This remote Cree reserve on James Bay became a symbol for the native housing crisis in 2011 due to its substandard housing conditions that prompted a state of emergency.
Much of the community’s housing built in the 1970s and ‘80s used building materials that cannot withstand the harsh climate and do not provide a long-term solution to remote First Nation housing issues.
Wayne Turner, executive director of the Attawapiskat First Nation says, “We’re in the process of evaluating and introducing new building techniques. We’re taking measures to improve the overall housing stock.”
With the exception of a brick school addition in 2007 and a recent practice of using concrete foundations in new construction, buildings made of brick and concrete block don’t exist in Attawapiskat, MasonryWorx said in a release.
“It’s time these more durable building materials be used to improve all the building stock — especially housing,” said Jack Prazeres, president of MasonryWorx. “It’s deplorable that the government will use proper building materials for its own buildings and then allow substandard buildings for people to live in.
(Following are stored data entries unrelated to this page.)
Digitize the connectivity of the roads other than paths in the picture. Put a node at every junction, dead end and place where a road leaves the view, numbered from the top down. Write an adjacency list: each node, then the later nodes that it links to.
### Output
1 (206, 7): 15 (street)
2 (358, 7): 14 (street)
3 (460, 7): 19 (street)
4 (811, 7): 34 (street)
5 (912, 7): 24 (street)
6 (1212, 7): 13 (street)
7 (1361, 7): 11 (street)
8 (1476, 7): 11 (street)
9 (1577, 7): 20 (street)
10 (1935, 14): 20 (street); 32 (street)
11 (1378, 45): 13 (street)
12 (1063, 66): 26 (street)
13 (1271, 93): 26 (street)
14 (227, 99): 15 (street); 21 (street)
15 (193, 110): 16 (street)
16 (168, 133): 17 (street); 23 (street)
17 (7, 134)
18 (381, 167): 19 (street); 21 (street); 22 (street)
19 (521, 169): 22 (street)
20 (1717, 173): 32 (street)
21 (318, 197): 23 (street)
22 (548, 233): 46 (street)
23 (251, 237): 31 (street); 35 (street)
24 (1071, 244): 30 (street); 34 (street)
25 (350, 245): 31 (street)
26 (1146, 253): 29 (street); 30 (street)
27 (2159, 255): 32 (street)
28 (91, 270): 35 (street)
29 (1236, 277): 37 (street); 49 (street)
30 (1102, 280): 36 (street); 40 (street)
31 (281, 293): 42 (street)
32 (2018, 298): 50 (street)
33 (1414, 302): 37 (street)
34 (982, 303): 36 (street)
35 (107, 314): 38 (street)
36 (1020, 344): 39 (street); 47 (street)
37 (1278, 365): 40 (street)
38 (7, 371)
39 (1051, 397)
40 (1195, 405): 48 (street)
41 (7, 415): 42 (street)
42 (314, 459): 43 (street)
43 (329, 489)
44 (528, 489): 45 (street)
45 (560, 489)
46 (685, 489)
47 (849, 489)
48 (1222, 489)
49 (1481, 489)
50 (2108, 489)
It’s well-worth the extra cost to provide a long-term solution.”
The cost of the school project is about three times what it would be in less remote parts of the province due to transporting masonry products over long distances, says the school’s Sudbury architect Roch Belair.
GTA-based JVH Masonry Ltd. oversaw the transportation of 110,000 bricks and 78,000 blocks from Ontario and Quebec to Attawapiskat for the new school.
The masonry materials were delivered initially to Cochrane and then shipped via rail to Moosonee. From there they were loaded onto trucks, which made the final 300-kilometre leg of the journey on an ice road.
A portable concrete plant had to be set-up on the building site for the general contractor Penn-Co Construction. “Down here, we call the ready mix people and they bring a truck,” says JVH owner Vagn Lauritsen.
For 10 years Attawapiskat’s 500 children have been educated in portable units after its former school was closed down due to contamination concerns from a fuel leak.
The new school is expected to set new construction standards. The school is set to open in March 2014.